As someone who is not familiar with Venom, other than its relationship to Spider-Man, I went into this film with not much of a reference point. Other than remembering Topher Grace as Eddie Brock (Venom) in Spider-Man 3, I had not seen or read much about just who or what Venom was or is. I asked someone if Venom was a bad guy or a good guy. “He is the anti-hero, but he is not altogether a good guy nor is he altogether a bad guy, per say.” “Hmmmmm, okay”, I thought. If my memory serves me correctly, Venom was kind of in the middle. Regardless, Ruben Fleischer’s Venom with Tom Hardy as the title character has been savaged by most critics for not being authentic enough to its source material.
Apparently, the source material has a much darker vision of the Venom character, enough so that most people thought this newest film should have been rated R instead of the watered down PG-13. Since this is the first release from Sony Marvel Universe with only a nod to the Marvel Cinematic Universe briefly in the opening credits, Sony wanted to play it safe. Distributed and released by Sony, they clearly wanted to crawl before they walked into Deadpool territory with a hard R rating and I did not really miss the R rating. This seems to be the biggest problem with the fans of Venom and the devotees to the comic.

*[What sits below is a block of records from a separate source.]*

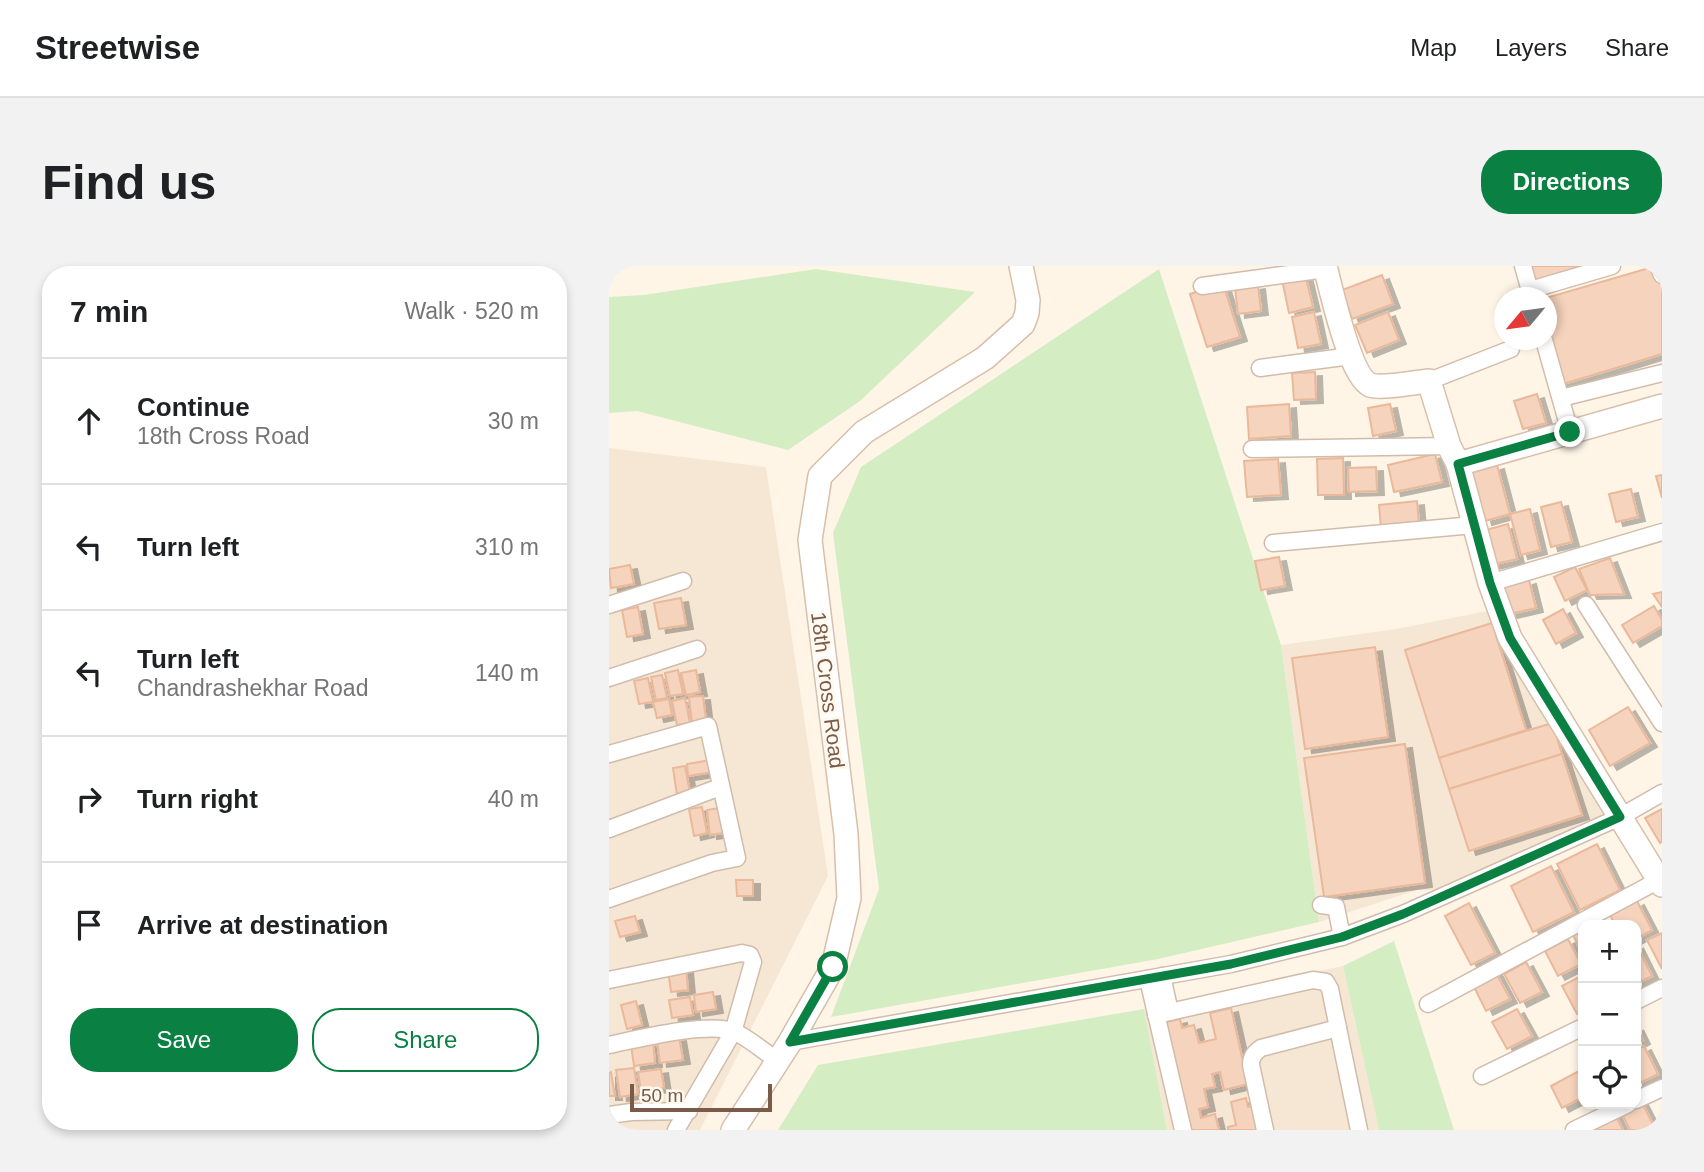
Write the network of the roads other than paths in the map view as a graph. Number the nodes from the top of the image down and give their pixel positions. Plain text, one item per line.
1 (1021, 266) edge
2 (1523, 266) edge
3 (1612, 266) edge
4 (1658, 266) edge
5 (1325, 268) edge
6 (1662, 275) edge
7 (1202, 286) dead end
8 (1529, 287) edge
9 (1551, 287) edge
10 (1508, 350) edge
11 (1547, 350) edge
12 (1350, 356) junction
13 (1260, 368) dead end
14 (1661, 376) edge
15 (1429, 381) junction
16 (1561, 398) junction
17 (1662, 406) edge
18 (1570, 432) junction
19 (1252, 449) dead end
20 (1453, 455) junction
21 (1474, 525) junction
22 (1662, 532) edge
23 (1273, 543) dead end
24 (683, 581) dead end
25 (1490, 583) junction
26 (609, 605) edge
27 (1586, 605) dead end
28 (697, 649) dead end
29 (609, 677) edge
30 (1662, 723) edge
31 (609, 754) edge
32 (720, 787) junction
33 (1662, 793) edge
34 (1620, 817) junction
35 (609, 829) edge
36 (1661, 883) edge
37 (609, 899) edge
38 (1321, 905) dead end
39 (1342, 937) junction
40 (1155, 978) junction
41 (609, 980) edge
42 (1662, 988) edge
43 (1641, 998) edge
44 (1429, 1004) dead end
45 (1163, 1013) junction
46 (1338, 1028) junction
47 (1578, 1029) edge
48 (733, 1031) junction
49 (609, 1045) edge
50 (783, 1051) junction
51 (1482, 1076) dead end
52 (1662, 1088) edge
53 (1641, 1098) edge
54 (1618, 1109) edge
55 (689, 1111) junction
56 (609, 1115) edge
57 (676, 1130) edge
58 (733, 1130) edge
59 (1183, 1130) edge
60 (1265, 1130) edge
61 (1359, 1130) edge
62 (1574, 1130) edge

1 - 50 street, 18th Cross Road
2 - 8 street
3 - 9 street
4 - 6 street
5 - 7 street
5 - 12 street
10 - 15 street
11 - 16 street
12 - 13 street
12 - 15 street
14 - 16 street
15 - 20 street
16 - 18 street
17 - 18 street
18 - 20 street
19 - 20 street
20 - 21 street
21 - 23 street
21 - 25 street
22 - 25 street
24 - 26 street
25 - 34 street
27 - 30 street
28 - 29 street
31 - 32 street
32 - 35 street
32 - 37 street
33 - 34 street
34 - 36 street
34 - 39 street
36 - 44 street
38 - 39 street
39 - 40 street
40 - 45 street
40 - 50 street
41 - 48 street
42 - 43 street
45 - 46 street
45 - 59 street
46 - 60 street
46 - 61 street
47 - 51 street
48 - 49 street
48 - 50 street
48 - 55 street
50 - 58 street, 18th Cross Road
52 - 53 street
54 - 62 street
55 - 56 street
55 - 57 street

Tom Hardy plays Eddie Brock, an investigative reporter with his own show and column. Engaged to Anne Weying (Michelle Williams) who is a lawyer for the Life Foundation, one of the companies Brock is trying to expose for various crimes. Carlton Drake (Riz Ahmed) is the head of the Life Foundation and is at the center of Brock’s wrath. When push comes to shove, Brock loses everything. Fallen on hard times, in debt and without any future, it seems that Brock is in free fall, until he gets a tip from a Life Foundation scientist. After they break into the Life Foundation, through a series of actions, Brock is infected with the parasite that is Venom.
What follows is a semi-serious but often quite humorous film as Brock tries to balance his human side with the side of Venom which wants complete control of its host. There are some very funny, albeit, routine scenes in which Brock and Venom converse back and forth. There are some fun action sequences that are peppered throughout the film as Drake’s goons try to capture Brock alive and bring him back to the Life Foundation for study. Of course, no one believes what is happening to Brock, most notably Anne who has moved on with her life with a doctor.
Venom’s supporting characters are largely wasted and not given much to do, but what they are tasked with, they do deliver, most notably in the cased of Riz Ahmed and Michelle Williams. The heart and soul of this film is Tom Hardy and Hardy delivers. As I said, the conversations that Brock and Venom have are quite interesting and humorous and Hardy is having fun. It is too bad that the rest of the film is pretty standard comic book fun. I enjoyed Venom, for the most part, but I could see why and where die-hard fans of the comic book would be let down and disappointed. Still, for me there was enough to Venom, that I was not sorry I saw the film.
This may not be the ringing endorsement that the filmmakers were hoping for but with Venom hovering at about thirty percent positive on Rotten Tomatoes, I am sure they will take any praise they can get. Even middle of the road praise from people like me. But to be fair, Venom could have been a lot fresher and inventive. I mean, Venom is not an altogether good or bad character so imagine what they could really do with this character and this material? Hardy and the filmmakers do have some fun with the character but end up following an all too familiar story of corruption so Venom falls short of what it could be.
Still as an origin story, for me, Venom worked well enough I could recommend it. In addition to Hardy’s performance is an outstanding score by Ludwig Goransson. Is Venom as bad as they say it is? Not to me, but then again I am probably the wrong person to ask if you are a stickler for authenticity to the source material. Regardless, Venom was not a waste of time and there was enough here, that I was not disappointed. There are two post credit scenes. One is halfway through the post credits featuring Woody Harrelson as Cletus Kasady and the other is a rather lengthy animated sequence featuring Spider-Man at the end of the credits. Go and enjoy and leave everything else at the door.
Venom – *** out of 5
Venom – Rated PG-13 for violence, some gore, language and adult situations
Venom – Run time is 113 minutes
Venom is now playing in theaters. Check your local listings for times and locations nearest you.